_Work task_
Find every line in the records below that holds the word "list", and copy it out.

_Record excerpts_
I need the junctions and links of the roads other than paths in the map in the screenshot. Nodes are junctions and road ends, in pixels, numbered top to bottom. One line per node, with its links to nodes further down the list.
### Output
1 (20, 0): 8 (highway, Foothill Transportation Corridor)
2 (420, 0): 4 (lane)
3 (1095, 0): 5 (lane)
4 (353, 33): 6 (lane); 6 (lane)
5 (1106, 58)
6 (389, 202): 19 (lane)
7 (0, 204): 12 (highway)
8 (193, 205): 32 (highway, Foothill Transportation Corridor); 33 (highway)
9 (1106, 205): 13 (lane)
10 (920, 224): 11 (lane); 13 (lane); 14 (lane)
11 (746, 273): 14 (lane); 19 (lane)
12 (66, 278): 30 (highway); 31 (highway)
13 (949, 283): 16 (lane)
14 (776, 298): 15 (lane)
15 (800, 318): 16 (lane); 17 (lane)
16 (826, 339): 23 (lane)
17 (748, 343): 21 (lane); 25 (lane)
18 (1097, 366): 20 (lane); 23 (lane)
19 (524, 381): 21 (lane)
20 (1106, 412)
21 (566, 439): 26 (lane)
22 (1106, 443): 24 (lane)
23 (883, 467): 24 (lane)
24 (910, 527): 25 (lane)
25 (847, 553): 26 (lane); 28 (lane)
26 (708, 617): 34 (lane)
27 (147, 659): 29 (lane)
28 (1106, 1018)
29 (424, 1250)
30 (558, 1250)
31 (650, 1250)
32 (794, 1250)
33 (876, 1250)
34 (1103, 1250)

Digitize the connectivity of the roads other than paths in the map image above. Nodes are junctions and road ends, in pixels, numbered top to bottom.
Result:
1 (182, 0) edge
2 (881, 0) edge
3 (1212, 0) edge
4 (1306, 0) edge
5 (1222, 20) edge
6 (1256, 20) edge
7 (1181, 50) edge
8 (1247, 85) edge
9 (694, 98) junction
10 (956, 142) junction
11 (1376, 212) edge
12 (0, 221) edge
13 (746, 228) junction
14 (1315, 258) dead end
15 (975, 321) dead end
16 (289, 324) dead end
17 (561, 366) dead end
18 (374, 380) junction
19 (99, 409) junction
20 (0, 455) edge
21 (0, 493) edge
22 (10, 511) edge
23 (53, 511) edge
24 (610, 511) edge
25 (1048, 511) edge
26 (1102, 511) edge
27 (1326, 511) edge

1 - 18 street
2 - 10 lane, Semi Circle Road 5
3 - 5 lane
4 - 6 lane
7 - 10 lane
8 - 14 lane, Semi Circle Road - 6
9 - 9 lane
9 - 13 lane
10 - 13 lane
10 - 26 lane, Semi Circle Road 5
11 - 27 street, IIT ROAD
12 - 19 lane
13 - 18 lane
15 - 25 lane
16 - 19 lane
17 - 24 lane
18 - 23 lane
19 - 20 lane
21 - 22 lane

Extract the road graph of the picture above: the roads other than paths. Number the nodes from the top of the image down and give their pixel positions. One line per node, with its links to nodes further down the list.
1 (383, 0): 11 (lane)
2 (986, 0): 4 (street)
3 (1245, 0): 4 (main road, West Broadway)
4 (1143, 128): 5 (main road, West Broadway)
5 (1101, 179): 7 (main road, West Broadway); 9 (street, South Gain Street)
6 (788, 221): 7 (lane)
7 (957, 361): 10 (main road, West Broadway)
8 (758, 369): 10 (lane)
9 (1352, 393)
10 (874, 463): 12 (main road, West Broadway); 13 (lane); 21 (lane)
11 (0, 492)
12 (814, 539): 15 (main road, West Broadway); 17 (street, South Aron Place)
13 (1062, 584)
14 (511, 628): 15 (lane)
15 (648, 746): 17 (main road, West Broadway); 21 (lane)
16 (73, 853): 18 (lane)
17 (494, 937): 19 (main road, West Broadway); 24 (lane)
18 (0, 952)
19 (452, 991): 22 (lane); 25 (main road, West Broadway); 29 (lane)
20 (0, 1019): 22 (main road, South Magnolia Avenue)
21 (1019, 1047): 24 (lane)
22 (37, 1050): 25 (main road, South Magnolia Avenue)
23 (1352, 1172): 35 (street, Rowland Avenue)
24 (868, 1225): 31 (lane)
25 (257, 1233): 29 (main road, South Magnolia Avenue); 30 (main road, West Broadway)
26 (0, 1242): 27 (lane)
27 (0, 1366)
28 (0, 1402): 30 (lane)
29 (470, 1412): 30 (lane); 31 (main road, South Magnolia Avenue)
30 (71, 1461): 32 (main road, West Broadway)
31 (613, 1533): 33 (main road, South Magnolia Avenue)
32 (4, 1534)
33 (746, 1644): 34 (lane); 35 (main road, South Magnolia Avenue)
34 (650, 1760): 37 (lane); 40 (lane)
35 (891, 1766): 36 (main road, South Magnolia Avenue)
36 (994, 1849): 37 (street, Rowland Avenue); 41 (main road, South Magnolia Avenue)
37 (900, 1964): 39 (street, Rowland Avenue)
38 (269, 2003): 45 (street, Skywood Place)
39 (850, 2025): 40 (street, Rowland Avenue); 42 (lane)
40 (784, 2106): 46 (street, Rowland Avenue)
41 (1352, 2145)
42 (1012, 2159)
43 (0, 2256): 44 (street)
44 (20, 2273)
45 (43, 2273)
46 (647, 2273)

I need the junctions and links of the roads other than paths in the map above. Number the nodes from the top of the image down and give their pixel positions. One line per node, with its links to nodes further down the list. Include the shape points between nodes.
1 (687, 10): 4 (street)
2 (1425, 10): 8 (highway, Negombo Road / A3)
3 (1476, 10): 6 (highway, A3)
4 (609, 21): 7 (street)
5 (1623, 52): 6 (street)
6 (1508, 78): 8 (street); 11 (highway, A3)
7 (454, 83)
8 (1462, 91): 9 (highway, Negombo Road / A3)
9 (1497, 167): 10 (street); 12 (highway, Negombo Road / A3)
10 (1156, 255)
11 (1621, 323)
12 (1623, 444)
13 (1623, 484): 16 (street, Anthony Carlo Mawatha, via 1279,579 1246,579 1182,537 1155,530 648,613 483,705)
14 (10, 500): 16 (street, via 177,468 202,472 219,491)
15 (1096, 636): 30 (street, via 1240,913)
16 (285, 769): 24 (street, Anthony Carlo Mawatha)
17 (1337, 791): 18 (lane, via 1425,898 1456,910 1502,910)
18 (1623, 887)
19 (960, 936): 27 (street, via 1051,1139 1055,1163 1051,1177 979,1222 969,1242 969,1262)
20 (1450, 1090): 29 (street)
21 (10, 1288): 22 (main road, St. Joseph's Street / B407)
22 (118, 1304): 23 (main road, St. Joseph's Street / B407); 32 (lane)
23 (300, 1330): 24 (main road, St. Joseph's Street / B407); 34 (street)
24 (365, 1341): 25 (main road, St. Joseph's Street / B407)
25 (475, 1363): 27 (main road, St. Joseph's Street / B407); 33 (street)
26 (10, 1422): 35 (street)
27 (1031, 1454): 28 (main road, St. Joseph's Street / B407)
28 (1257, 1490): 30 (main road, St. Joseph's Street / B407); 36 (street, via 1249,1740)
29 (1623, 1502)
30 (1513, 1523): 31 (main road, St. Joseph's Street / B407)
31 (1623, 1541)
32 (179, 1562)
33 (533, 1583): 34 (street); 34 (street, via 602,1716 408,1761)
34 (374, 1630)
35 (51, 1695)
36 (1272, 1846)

_Response_
I need the junctions and links of the roads other than paths in the map in the screenshot. Nodes are junctions and road ends, in pixels, numbered top to bottom. One line per node, with its links to nodes further down the list.
Extract the road graph of the picture above: the roads other than paths. Number the nodes from the top of the image down and give their pixel positions. One line per node, with its links to nodes further down the list.
I need the junctions and links of the roads other than paths in the map above. Number the nodes from the top of the image down and give their pixel positions. One line per node, with its links to nodes further down the list. Include the shape points between nodes.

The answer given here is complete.